▶ _WHAT TO PRODUCE_
Word for word, transcribe every line below.

▶ _DATA SECTION_
# # # # # # #
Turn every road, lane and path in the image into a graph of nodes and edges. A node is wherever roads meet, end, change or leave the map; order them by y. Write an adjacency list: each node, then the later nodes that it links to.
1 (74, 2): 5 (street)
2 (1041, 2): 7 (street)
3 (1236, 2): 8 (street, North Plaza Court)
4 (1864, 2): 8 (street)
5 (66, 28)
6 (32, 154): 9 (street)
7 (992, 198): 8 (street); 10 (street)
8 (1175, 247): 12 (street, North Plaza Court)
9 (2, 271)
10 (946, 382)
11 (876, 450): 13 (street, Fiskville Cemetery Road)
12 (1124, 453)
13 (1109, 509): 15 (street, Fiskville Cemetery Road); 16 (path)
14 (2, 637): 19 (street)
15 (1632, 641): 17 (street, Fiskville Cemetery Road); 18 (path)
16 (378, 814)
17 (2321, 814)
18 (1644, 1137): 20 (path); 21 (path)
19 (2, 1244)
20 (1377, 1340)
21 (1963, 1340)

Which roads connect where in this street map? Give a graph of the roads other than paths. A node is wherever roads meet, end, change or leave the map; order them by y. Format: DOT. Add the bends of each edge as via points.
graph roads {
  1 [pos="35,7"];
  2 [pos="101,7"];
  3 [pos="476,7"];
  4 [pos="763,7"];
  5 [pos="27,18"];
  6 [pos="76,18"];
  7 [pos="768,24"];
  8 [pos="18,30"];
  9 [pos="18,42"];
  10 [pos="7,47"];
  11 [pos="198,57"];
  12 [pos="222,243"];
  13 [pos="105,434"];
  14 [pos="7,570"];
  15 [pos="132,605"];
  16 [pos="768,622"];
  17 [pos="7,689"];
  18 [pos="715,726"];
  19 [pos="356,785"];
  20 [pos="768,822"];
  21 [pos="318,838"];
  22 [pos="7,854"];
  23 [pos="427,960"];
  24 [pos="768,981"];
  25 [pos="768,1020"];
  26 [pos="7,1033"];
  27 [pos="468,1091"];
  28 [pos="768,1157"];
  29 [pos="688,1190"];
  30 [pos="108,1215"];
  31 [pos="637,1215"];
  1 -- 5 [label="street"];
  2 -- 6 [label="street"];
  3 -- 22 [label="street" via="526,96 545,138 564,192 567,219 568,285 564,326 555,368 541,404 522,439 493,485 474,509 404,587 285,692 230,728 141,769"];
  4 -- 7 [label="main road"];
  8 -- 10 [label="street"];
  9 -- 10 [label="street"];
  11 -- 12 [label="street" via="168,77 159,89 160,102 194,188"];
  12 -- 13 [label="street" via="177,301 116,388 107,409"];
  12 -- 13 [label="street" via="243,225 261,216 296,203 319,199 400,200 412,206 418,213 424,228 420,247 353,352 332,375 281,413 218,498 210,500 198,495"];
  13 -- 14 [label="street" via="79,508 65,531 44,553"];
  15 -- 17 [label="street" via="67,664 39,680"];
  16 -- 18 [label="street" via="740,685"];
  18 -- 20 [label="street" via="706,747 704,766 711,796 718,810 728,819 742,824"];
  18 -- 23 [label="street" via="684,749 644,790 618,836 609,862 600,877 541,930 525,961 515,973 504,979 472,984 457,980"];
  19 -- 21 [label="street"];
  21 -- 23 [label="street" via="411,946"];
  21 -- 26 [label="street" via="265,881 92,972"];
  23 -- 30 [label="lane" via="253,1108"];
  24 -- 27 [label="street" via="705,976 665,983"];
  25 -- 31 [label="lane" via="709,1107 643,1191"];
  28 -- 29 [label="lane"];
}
# # # # # # #
▶ _RESPONSE TO THIS EXERCISE_
Turn every road, lane and path in the image into a graph of nodes and edges. A node is wherever roads meet, end, change or leave the map; order them by y. Write an adjacency list: each node, then the later nodes that it links to.
1 (74, 2): 5 (street)
2 (1041, 2): 7 (street)
3 (1236, 2): 8 (street, North Plaza Court)
4 (1864, 2): 8 (street)
5 (66, 28)
6 (32, 154): 9 (street)
7 (992, 198): 8 (street); 10 (street)
8 (1175, 247): 12 (street, North Plaza Court)
9 (2, 271)
10 (946, 382)
11 (876, 450): 13 (street, Fiskville Cemetery Road)
12 (1124, 453)
13 (1109, 509): 15 (street, Fiskville Cemetery Road); 16 (path)
14 (2, 637): 19 (street)
15 (1632, 641): 17 (street, Fiskville Cemetery Road); 18 (path)
16 (378, 814)
17 (2321, 814)
18 (1644, 1137): 20 (path); 21 (path)
19 (2, 1244)
20 (1377, 1340)
21 (1963, 1340)

Which roads connect where in this street map? Give a graph of the roads other than paths. A node is wherever roads meet, end, change or leave the map; order them by y. Format: DOT. Add the bends of each edge as via points.
graph roads {
  1 [pos="35,7"];
  2 [pos="101,7"];
  3 [pos="476,7"];
  4 [pos="763,7"];
  5 [pos="27,18"];
  6 [pos="76,18"];
  7 [pos="768,24"];
  8 [pos="18,30"];
  9 [pos="18,42"];
  10 [pos="7,47"];
  11 [pos="198,57"];
  12 [pos="222,243"];
  13 [pos="105,434"];
  14 [pos="7,570"];
  15 [pos="132,605"];
  16 [pos="768,622"];
  17 [pos="7,689"];
  18 [pos="715,726"];
  19 [pos="356,785"];
  20 [pos="768,822"];
  21 [pos="318,838"];
  22 [pos="7,854"];
  23 [pos="427,960"];
  24 [pos="768,981"];
  25 [pos="768,1020"];
  26 [pos="7,1033"];
  27 [pos="468,1091"];
  28 [pos="768,1157"];
  29 [pos="688,1190"];
  30 [pos="108,1215"];
  31 [pos="637,1215"];
  1 -- 5 [label="street"];
  2 -- 6 [label="street"];
  3 -- 22 [label="street" via="526,96 545,138 564,192 567,219 568,285 564,326 555,368 541,404 522,439 493,485 474,509 404,587 285,692 230,728 141,769"];
  4 -- 7 [label="main road"];
  8 -- 10 [label="street"];
  9 -- 10 [label="street"];
  11 -- 12 [label="street" via="168,77 159,89 160,102 194,188"];
  12 -- 13 [label="street" via="177,301 116,388 107,409"];
  12 -- 13 [label="street" via="243,225 261,216 296,203 319,199 400,200 412,206 418,213 424,228 420,247 353,352 332,375 281,413 218,498 210,500 198,495"];
  13 -- 14 [label="street" via="79,508 65,531 44,553"];
  15 -- 17 [label="street" via="67,664 39,680"];
  16 -- 18 [label="street" via="740,685"];
  18 -- 20 [label="street" via="706,747 704,766 711,796 718,810 728,819 742,824"];
  18 -- 23 [label="street" via="684,749 644,790 618,836 609,862 600,877 541,930 525,961 515,973 504,979 472,984 457,980"];
  19 -- 21 [label="street"];
  21 -- 23 [label="street" via="411,946"];
  21 -- 26 [label="street" via="265,881 92,972"];
  23 -- 30 [label="lane" via="253,1108"];
  24 -- 27 [label="street" via="705,976 665,983"];
  25 -- 31 [label="lane" via="709,1107 643,1191"];
  28 -- 29 [label="lane"];
}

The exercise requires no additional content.